EXERCISE PROMPT |
Your output should contain every record, unchanged.

Dataset entries:
====
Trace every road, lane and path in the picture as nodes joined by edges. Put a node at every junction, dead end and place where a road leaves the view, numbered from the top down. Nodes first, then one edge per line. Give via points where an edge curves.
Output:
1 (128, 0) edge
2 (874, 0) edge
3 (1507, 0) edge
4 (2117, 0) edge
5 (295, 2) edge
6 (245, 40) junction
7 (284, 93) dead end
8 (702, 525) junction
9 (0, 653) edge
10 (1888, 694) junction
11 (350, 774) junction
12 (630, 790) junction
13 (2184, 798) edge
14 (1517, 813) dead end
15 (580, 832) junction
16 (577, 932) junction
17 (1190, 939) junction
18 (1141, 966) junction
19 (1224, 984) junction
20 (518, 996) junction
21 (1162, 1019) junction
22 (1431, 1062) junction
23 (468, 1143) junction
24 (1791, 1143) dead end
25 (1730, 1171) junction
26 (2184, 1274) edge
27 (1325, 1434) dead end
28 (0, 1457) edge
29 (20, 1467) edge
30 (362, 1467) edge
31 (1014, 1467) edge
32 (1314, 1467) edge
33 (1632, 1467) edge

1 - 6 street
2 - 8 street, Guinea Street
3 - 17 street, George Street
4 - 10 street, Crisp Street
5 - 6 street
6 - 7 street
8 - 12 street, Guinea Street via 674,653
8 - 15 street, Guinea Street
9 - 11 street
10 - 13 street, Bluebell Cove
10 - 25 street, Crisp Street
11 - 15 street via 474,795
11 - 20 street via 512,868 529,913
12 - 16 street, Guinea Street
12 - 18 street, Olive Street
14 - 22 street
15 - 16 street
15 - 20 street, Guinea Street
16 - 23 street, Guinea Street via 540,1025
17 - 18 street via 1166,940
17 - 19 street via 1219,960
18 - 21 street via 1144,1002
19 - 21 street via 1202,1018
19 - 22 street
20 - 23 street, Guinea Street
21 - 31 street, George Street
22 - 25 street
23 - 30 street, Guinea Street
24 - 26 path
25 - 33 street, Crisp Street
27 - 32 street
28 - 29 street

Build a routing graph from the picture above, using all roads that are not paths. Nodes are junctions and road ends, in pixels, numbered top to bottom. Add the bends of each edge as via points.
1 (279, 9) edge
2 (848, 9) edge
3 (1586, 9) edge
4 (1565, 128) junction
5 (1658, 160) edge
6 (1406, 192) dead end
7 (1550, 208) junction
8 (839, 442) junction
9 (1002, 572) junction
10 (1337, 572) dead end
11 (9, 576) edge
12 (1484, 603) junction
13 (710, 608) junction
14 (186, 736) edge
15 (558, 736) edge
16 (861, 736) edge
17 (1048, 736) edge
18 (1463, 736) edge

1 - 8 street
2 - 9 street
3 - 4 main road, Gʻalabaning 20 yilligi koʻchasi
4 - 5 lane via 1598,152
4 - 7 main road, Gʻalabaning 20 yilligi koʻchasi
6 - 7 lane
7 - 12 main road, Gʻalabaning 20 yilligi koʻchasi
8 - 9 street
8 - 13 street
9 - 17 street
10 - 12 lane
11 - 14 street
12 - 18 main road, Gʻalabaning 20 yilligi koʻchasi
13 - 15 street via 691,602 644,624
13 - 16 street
====
EXPECTED ANSWER |
Trace every road, lane and path in the picture as nodes joined by edges. Put a node at every junction, dead end and place where a road leaves the view, numbered from the top down. Nodes first, then one edge per line. Give via points where an edge curves.
Output:
1 (128, 0) edge
2 (874, 0) edge
3 (1507, 0) edge
4 (2117, 0) edge
5 (295, 2) edge
6 (245, 40) junction
7 (284, 93) dead end
8 (702, 525) junction
9 (0, 653) edge
10 (1888, 694) junction
11 (350, 774) junction
12 (630, 790) junction
13 (2184, 798) edge
14 (1517, 813) dead end
15 (580, 832) junction
16 (577, 932) junction
17 (1190, 939) junction
18 (1141, 966) junction
19 (1224, 984) junction
20 (518, 996) junction
21 (1162, 1019) junction
22 (1431, 1062) junction
23 (468, 1143) junction
24 (1791, 1143) dead end
25 (1730, 1171) junction
26 (2184, 1274) edge
27 (1325, 1434) dead end
28 (0, 1457) edge
29 (20, 1467) edge
30 (362, 1467) edge
31 (1014, 1467) edge
32 (1314, 1467) edge
33 (1632, 1467) edge

1 - 6 street
2 - 8 street, Guinea Street
3 - 17 street, George Street
4 - 10 street, Crisp Street
5 - 6 street
6 - 7 street
8 - 12 street, Guinea Street via 674,653
8 - 15 street, Guinea Street
9 - 11 street
10 - 13 street, Bluebell Cove
10 - 25 street, Crisp Street
11 - 15 street via 474,795
11 - 20 street via 512,868 529,913
12 - 16 street, Guinea Street
12 - 18 street, Olive Street
14 - 22 street
15 - 16 street
15 - 20 street, Guinea Street
16 - 23 street, Guinea Street via 540,1025
17 - 18 street via 1166,940
17 - 19 street via 1219,960
18 - 21 street via 1144,1002
19 - 21 street via 1202,1018
19 - 22 street
20 - 23 street, Guinea Street
21 - 31 street, George Street
22 - 25 street
23 - 30 street, Guinea Street
24 - 26 path
25 - 33 street, Crisp Street
27 - 32 street
28 - 29 street

Build a routing graph from the picture above, using all roads that are not paths. Nodes are junctions and road ends, in pixels, numbered top to bottom. Add the bends of each edge as via points.
1 (279, 9) edge
2 (848, 9) edge
3 (1586, 9) edge
4 (1565, 128) junction
5 (1658, 160) edge
6 (1406, 192) dead end
7 (1550, 208) junction
8 (839, 442) junction
9 (1002, 572) junction
10 (1337, 572) dead end
11 (9, 576) edge
12 (1484, 603) junction
13 (710, 608) junction
14 (186, 736) edge
15 (558, 736) edge
16 (861, 736) edge
17 (1048, 736) edge
18 (1463, 736) edge

1 - 8 street
2 - 9 street
3 - 4 main road, Gʻalabaning 20 yilligi koʻchasi
4 - 5 lane via 1598,152
4 - 7 main road, Gʻalabaning 20 yilligi koʻchasi
6 - 7 lane
7 - 12 main road, Gʻalabaning 20 yilligi koʻchasi
8 - 9 street
8 - 13 street
9 - 17 street
10 - 12 lane
11 - 14 street
12 - 18 main road, Gʻalabaning 20 yilligi koʻchasi
13 - 15 street via 691,602 644,624
13 - 16 street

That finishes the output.